DATA FOR THIS TASK:
□ □ □
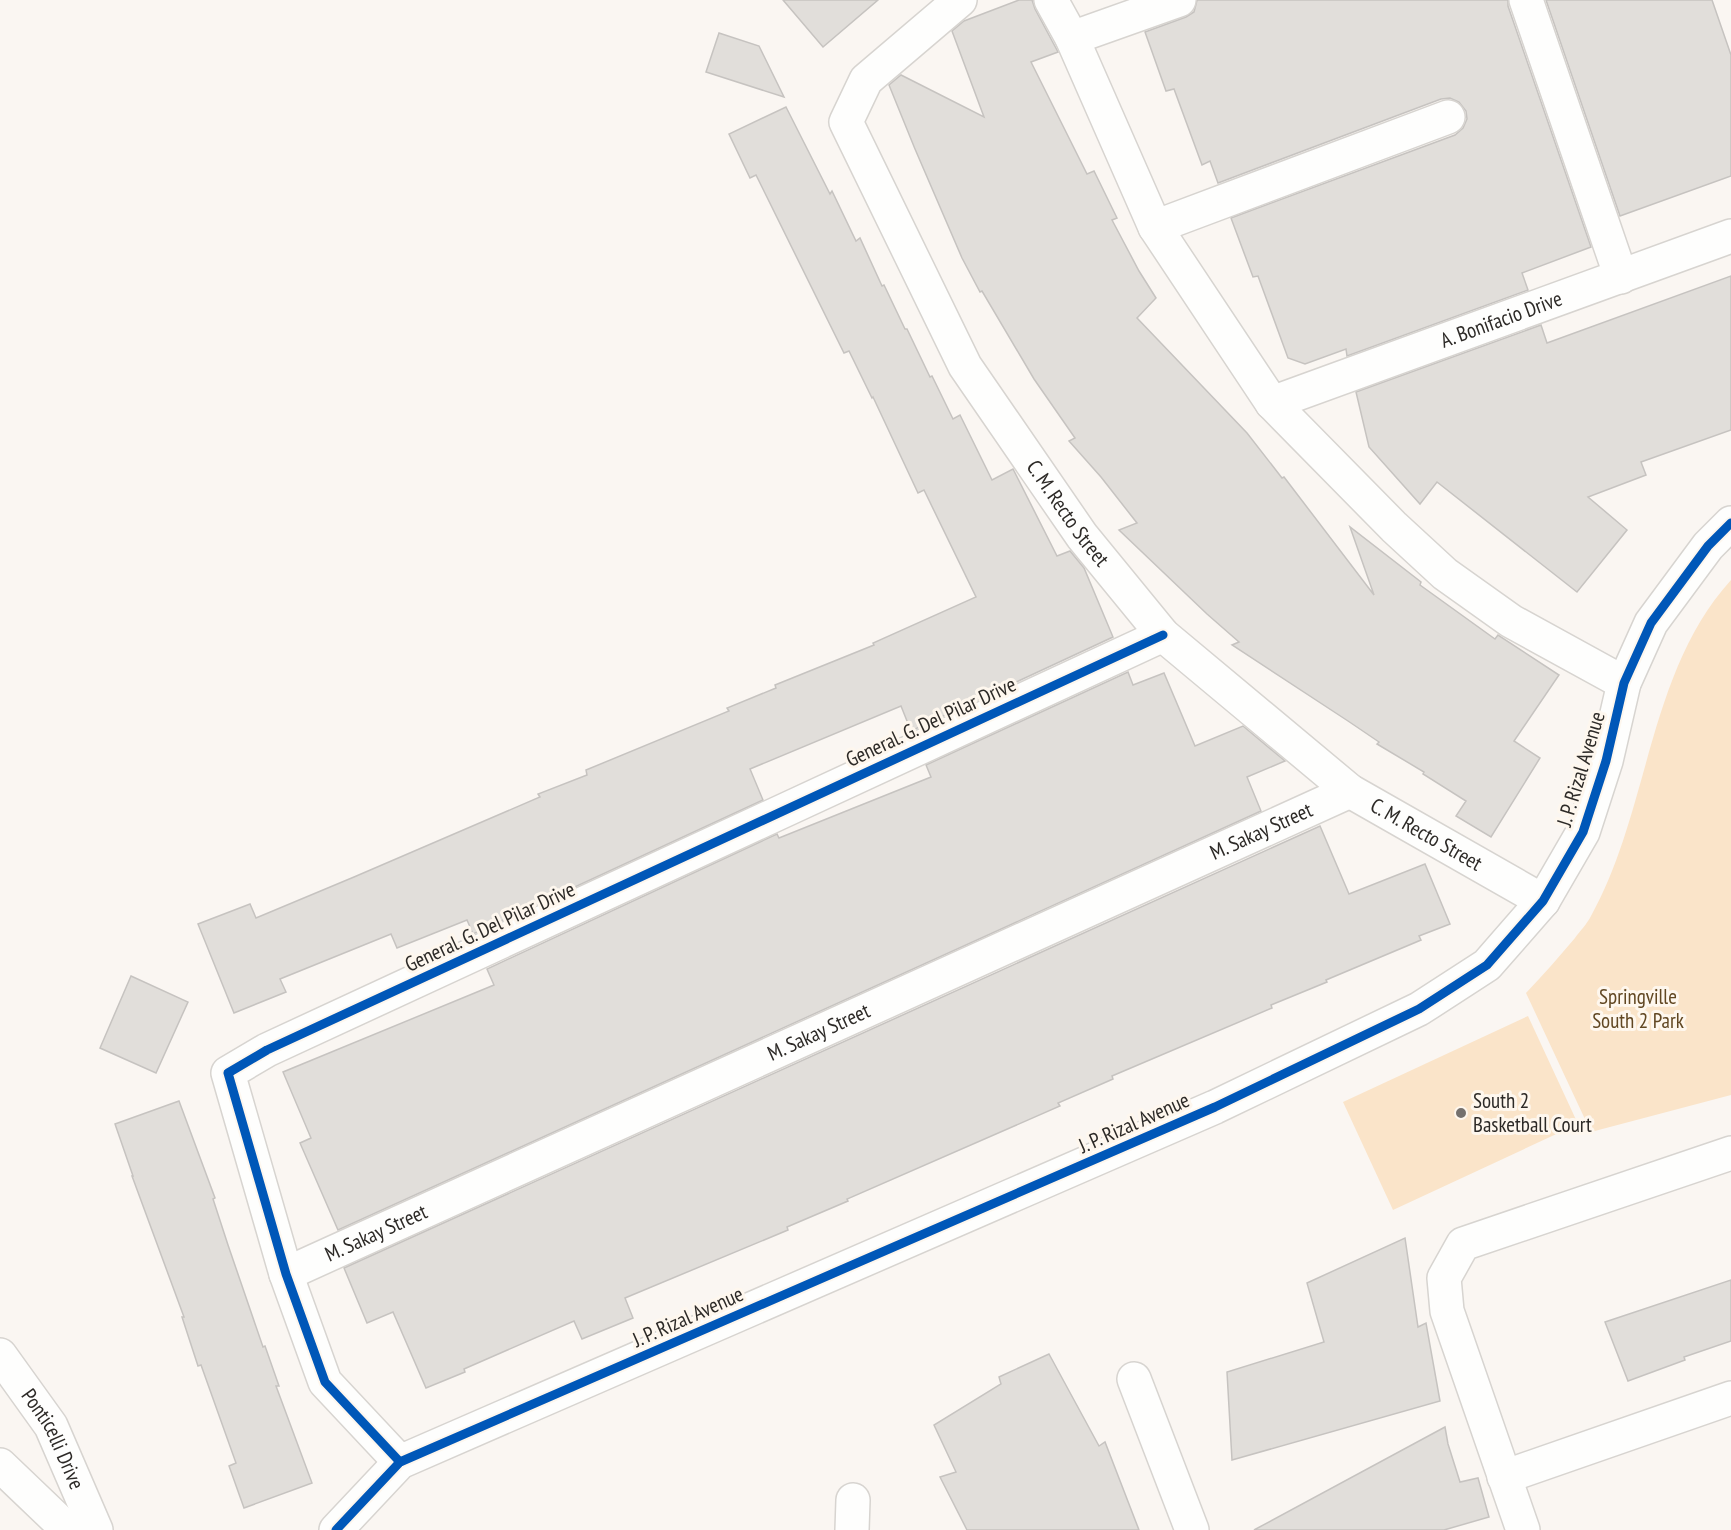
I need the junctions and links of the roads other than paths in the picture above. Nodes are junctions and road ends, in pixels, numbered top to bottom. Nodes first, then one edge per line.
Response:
1 (960, 0) edge
2 (1051, 0) edge
3 (1179, 0) edge
4 (1526, 0) edge
5 (1072, 38) junction
6 (1448, 117) dead end
7 (1155, 227) junction
8 (1731, 236) edge
9 (1621, 277) junction
10 (1272, 403) junction
11 (1731, 523) edge
12 (1163, 635) junction
13 (1624, 683) junction
14 (1350, 791) junction
15 (1542, 901) junction
16 (1731, 1153) edge
17 (286, 1274) junction
18 (0, 1355) edge
19 (1134, 1379) dead end
20 (1731, 1398) edge
21 (400, 1462) junction
22 (0, 1465) edge
23 (1504, 1477) junction
24 (68, 1530) edge
25 (96, 1530) edge
26 (336, 1530) edge
27 (1192, 1530) edge
28 (1523, 1530) edge

1 - 12 street, C. M. Recto Street
2 - 5 street
3 - 5 street
4 - 9 street
5 - 7 street
6 - 7 street
7 - 10 street
8 - 9 street, A. Bonifacio Drive
9 - 10 street, A. Bonifacio Drive
10 - 13 street
11 - 13 street, J. P. Rizal Avenue
12 - 14 street, C. M. Recto Street
12 - 17 street, General. G. Del Pilar Drive
13 - 15 street, J. P. Rizal Avenue
14 - 15 street, C. M. Recto Street
14 - 17 street, M. Sakay Street
15 - 21 street, J. P. Rizal Avenue
16 - 23 street
17 - 21 street, General. G. Del Pilar Drive
18 - 25 street, Ponticelli Drive
19 - 27 street
20 - 23 street
21 - 26 street, J. P. Rizal Avenue
22 - 24 street, Ponticelli Drive
23 - 28 street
□ □ □
EXERCISE INSTRUCTIONS:
Filter the listing above for the string "Pilar" and copy every matching line.

RESPONSE TO THIS TASK:
12 - 17 street, General. G. Del Pilar Drive
17 - 21 street, General. G. Del Pilar Drive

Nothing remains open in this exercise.